Work to complete: Reply with each record repeated exactly.

Supplied material:
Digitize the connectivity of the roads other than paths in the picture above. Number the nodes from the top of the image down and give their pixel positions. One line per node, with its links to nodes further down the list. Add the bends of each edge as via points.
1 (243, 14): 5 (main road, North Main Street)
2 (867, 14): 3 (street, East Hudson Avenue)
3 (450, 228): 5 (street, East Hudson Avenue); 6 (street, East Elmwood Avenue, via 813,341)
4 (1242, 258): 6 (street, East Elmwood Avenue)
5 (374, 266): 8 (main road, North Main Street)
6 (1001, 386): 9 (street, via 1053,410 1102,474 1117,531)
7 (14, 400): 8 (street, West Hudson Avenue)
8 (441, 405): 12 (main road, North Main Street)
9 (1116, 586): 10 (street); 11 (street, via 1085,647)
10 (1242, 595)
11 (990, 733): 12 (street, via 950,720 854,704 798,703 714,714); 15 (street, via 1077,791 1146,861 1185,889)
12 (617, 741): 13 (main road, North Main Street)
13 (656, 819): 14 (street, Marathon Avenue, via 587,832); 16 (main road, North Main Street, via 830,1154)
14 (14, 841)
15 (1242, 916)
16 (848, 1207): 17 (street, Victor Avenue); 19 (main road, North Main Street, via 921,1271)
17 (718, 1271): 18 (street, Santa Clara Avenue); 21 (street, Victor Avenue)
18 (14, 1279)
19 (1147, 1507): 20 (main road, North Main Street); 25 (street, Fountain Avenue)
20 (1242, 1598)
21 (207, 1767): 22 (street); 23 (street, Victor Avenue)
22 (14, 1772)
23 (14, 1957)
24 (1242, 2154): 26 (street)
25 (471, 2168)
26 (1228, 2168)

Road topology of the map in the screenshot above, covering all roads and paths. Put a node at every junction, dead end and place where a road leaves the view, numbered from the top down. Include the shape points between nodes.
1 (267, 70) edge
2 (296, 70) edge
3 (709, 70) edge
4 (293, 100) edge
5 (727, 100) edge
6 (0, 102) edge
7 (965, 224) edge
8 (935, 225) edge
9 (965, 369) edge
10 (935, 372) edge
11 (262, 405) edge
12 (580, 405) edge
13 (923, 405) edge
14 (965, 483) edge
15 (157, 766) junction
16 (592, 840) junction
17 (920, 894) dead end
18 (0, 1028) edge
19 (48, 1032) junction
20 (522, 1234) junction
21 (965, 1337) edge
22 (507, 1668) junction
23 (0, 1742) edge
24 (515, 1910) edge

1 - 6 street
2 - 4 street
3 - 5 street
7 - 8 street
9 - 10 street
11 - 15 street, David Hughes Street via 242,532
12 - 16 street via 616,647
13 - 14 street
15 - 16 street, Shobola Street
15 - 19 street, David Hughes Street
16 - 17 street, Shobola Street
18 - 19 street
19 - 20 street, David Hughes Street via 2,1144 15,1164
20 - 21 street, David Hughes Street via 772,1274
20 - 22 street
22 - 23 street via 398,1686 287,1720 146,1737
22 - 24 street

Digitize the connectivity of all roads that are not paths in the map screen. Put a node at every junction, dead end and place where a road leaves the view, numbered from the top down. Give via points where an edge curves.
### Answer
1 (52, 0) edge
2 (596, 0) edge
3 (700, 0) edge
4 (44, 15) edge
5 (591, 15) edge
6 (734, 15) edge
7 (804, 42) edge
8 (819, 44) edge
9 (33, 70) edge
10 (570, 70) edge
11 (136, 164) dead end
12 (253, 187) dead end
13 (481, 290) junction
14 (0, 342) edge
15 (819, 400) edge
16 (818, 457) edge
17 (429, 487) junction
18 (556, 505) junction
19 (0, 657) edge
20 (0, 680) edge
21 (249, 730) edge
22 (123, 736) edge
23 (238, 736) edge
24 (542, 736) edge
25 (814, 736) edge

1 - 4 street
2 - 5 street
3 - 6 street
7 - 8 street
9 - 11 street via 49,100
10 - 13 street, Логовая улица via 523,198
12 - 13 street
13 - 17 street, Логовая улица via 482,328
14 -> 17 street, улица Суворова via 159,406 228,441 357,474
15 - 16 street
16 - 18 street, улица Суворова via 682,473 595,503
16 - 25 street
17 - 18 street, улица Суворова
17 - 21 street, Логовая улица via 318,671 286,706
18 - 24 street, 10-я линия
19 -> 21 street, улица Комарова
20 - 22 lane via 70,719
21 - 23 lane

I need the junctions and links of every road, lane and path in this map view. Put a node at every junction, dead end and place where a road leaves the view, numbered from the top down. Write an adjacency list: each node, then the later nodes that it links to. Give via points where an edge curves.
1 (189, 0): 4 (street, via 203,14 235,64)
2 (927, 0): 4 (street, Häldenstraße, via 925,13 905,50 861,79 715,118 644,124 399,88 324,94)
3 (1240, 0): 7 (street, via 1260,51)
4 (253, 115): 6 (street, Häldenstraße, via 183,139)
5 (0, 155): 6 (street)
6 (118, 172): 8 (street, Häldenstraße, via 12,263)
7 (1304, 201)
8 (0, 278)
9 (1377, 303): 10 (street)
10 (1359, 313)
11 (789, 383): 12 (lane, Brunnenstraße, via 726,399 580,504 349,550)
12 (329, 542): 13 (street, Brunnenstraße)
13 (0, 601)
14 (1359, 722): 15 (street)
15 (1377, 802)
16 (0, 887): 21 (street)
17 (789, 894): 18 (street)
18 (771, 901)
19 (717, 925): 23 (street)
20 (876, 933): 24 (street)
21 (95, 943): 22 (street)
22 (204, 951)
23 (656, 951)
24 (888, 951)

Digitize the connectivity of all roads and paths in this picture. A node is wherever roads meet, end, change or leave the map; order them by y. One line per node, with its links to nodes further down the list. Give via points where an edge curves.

Written reply:
Digitize the connectivity of the roads other than paths in the picture above. Number the nodes from the top of the image down and give their pixel positions. One line per node, with its links to nodes further down the list. Add the bends of each edge as via points.
1 (243, 14): 5 (main road, North Main Street)
2 (867, 14): 3 (street, East Hudson Avenue)
3 (450, 228): 5 (street, East Hudson Avenue); 6 (street, East Elmwood Avenue, via 813,341)
4 (1242, 258): 6 (street, East Elmwood Avenue)
5 (374, 266): 8 (main road, North Main Street)
6 (1001, 386): 9 (street, via 1053,410 1102,474 1117,531)
7 (14, 400): 8 (street, West Hudson Avenue)
8 (441, 405): 12 (main road, North Main Street)
9 (1116, 586): 10 (street); 11 (street, via 1085,647)
10 (1242, 595)
11 (990, 733): 12 (street, via 950,720 854,704 798,703 714,714); 15 (street, via 1077,791 1146,861 1185,889)
12 (617, 741): 13 (main road, North Main Street)
13 (656, 819): 14 (street, Marathon Avenue, via 587,832); 16 (main road, North Main Street, via 830,1154)
14 (14, 841)
15 (1242, 916)
16 (848, 1207): 17 (street, Victor Avenue); 19 (main road, North Main Street, via 921,1271)
17 (718, 1271): 18 (street, Santa Clara Avenue); 21 (street, Victor Avenue)
18 (14, 1279)
19 (1147, 1507): 20 (main road, North Main Street); 25 (street, Fountain Avenue)
20 (1242, 1598)
21 (207, 1767): 22 (street); 23 (street, Victor Avenue)
22 (14, 1772)
23 (14, 1957)
24 (1242, 2154): 26 (street)
25 (471, 2168)
26 (1228, 2168)

Road topology of the map in the screenshot above, covering all roads and paths. Put a node at every junction, dead end and place where a road leaves the view, numbered from the top down. Include the shape points between nodes.
1 (267, 70) edge
2 (296, 70) edge
3 (709, 70) edge
4 (293, 100) edge
5 (727, 100) edge
6 (0, 102) edge
7 (965, 224) edge
8 (935, 225) edge
9 (965, 369) edge
10 (935, 372) edge
11 (262, 405) edge
12 (580, 405) edge
13 (923, 405) edge
14 (965, 483) edge
15 (157, 766) junction
16 (592, 840) junction
17 (920, 894) dead end
18 (0, 1028) edge
19 (48, 1032) junction
20 (522, 1234) junction
21 (965, 1337) edge
22 (507, 1668) junction
23 (0, 1742) edge
24 (515, 1910) edge

1 - 6 street
2 - 4 street
3 - 5 street
7 - 8 street
9 - 10 street
11 - 15 street, David Hughes Street via 242,532
12 - 16 street via 616,647
13 - 14 street
15 - 16 street, Shobola Street
15 - 19 street, David Hughes Street
16 - 17 street, Shobola Street
18 - 19 street
19 - 20 street, David Hughes Street via 2,1144 15,1164
20 - 21 street, David Hughes Street via 772,1274
20 - 22 street
22 - 23 street via 398,1686 287,1720 146,1737
22 - 24 street

Digitize the connectivity of all roads that are not paths in the map screen. Put a node at every junction, dead end and place where a road leaves the view, numbered from the top down. Give via points where an edge curves.
### Answer
1 (52, 0) edge
2 (596, 0) edge
3 (700, 0) edge
4 (44, 15) edge
5 (591, 15) edge
6 (734, 15) edge
7 (804, 42) edge
8 (819, 44) edge
9 (33, 70) edge
10 (570, 70) edge
11 (136, 164) dead end
12 (253, 187) dead end
13 (481, 290) junction
14 (0, 342) edge
15 (819, 400) edge
16 (818, 457) edge
17 (429, 487) junction
18 (556, 505) junction
19 (0, 657) edge
20 (0, 680) edge
21 (249, 730) edge
22 (123, 736) edge
23 (238, 736) edge
24 (542, 736) edge
25 (814, 736) edge

1 - 4 street
2 - 5 street
3 - 6 street
7 - 8 street
9 - 11 street via 49,100
10 - 13 street, Логовая улица via 523,198
12 - 13 street
13 - 17 street, Логовая улица via 482,328
14 -> 17 street, улица Суворова via 159,406 228,441 357,474
15 - 16 street
16 - 18 street, улица Суворова via 682,473 595,503
16 - 25 street
17 - 18 street, улица Суворова
17 - 21 street, Логовая улица via 318,671 286,706
18 - 24 street, 10-я линия
19 -> 21 street, улица Комарова
20 - 22 lane via 70,719
21 - 23 lane

I need the junctions and links of every road, lane and path in this map view. Put a node at every junction, dead end and place where a road leaves the view, numbered from the top down. Write an adjacency list: each node, then the later nodes that it links to. Give via points where an edge curves.
1 (189, 0): 4 (street, via 203,14 235,64)
2 (927, 0): 4 (street, Häldenstraße, via 925,13 905,50 861,79 715,118 644,124 399,88 324,94)
3 (1240, 0): 7 (street, via 1260,51)
4 (253, 115): 6 (street, Häldenstraße, via 183,139)
5 (0, 155): 6 (street)
6 (118, 172): 8 (street, Häldenstraße, via 12,263)
7 (1304, 201)
8 (0, 278)
9 (1377, 303): 10 (street)
10 (1359, 313)
11 (789, 383): 12 (lane, Brunnenstraße, via 726,399 580,504 349,550)
12 (329, 542): 13 (street, Brunnenstraße)
13 (0, 601)
14 (1359, 722): 15 (street)
15 (1377, 802)
16 (0, 887): 21 (street)
17 (789, 894): 18 (street)
18 (771, 901)
19 (717, 925): 23 (street)
20 (876, 933): 24 (street)
21 (95, 943): 22 (street)
22 (204, 951)
23 (656, 951)
24 (888, 951)

Digitize the connectivity of all roads and paths in this picture. A node is wherever roads meet, end, change or leave the map; order them by y. One line per node, with its links to nodes further down the list. Give via points where an edge curves.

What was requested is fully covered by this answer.